▶ **Problem statement**
In your answer, print every record exactly as it is written.

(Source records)
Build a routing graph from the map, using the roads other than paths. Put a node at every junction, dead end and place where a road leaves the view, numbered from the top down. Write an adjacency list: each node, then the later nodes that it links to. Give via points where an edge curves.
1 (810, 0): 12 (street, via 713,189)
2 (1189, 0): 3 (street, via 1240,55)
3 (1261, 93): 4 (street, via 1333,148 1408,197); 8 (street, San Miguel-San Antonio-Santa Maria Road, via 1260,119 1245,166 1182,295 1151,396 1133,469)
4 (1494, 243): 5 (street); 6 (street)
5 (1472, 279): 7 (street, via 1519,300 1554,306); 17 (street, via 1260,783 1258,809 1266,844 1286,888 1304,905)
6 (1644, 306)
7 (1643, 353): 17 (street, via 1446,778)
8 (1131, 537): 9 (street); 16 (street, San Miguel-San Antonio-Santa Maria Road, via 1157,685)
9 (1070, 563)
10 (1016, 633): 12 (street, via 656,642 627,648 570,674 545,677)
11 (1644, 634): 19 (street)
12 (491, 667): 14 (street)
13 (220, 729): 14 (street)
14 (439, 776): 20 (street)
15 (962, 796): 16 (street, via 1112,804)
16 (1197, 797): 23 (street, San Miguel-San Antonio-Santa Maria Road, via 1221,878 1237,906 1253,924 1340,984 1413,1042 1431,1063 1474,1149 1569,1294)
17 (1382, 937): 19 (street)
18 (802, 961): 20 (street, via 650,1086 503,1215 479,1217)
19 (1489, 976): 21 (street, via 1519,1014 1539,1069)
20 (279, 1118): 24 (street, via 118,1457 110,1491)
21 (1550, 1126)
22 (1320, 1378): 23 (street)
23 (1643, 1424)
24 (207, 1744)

▶ **Solution to this problem**
Build a routing graph from the map, using the roads other than paths. Put a node at every junction, dead end and place where a road leaves the view, numbered from the top down. Write an adjacency list: each node, then the later nodes that it links to. Give via points where an edge curves.
1 (810, 0): 12 (street, via 713,189)
2 (1189, 0): 3 (street, via 1240,55)
3 (1261, 93): 4 (street, via 1333,148 1408,197); 8 (street, San Miguel-San Antonio-Santa Maria Road, via 1260,119 1245,166 1182,295 1151,396 1133,469)
4 (1494, 243): 5 (street); 6 (street)
5 (1472, 279): 7 (street, via 1519,300 1554,306); 17 (street, via 1260,783 1258,809 1266,844 1286,888 1304,905)
6 (1644, 306)
7 (1643, 353): 17 (street, via 1446,778)
8 (1131, 537): 9 (street); 16 (street, San Miguel-San Antonio-Santa Maria Road, via 1157,685)
9 (1070, 563)
10 (1016, 633): 12 (street, via 656,642 627,648 570,674 545,677)
11 (1644, 634): 19 (street)
12 (491, 667): 14 (street)
13 (220, 729): 14 (street)
14 (439, 776): 20 (street)
15 (962, 796): 16 (street, via 1112,804)
16 (1197, 797): 23 (street, San Miguel-San Antonio-Santa Maria Road, via 1221,878 1237,906 1253,924 1340,984 1413,1042 1431,1063 1474,1149 1569,1294)
17 (1382, 937): 19 (street)
18 (802, 961): 20 (street, via 650,1086 503,1215 479,1217)
19 (1489, 976): 21 (street, via 1519,1014 1539,1069)
20 (279, 1118): 24 (street, via 118,1457 110,1491)
21 (1550, 1126)
22 (1320, 1378): 23 (street)
23 (1643, 1424)
24 (207, 1744)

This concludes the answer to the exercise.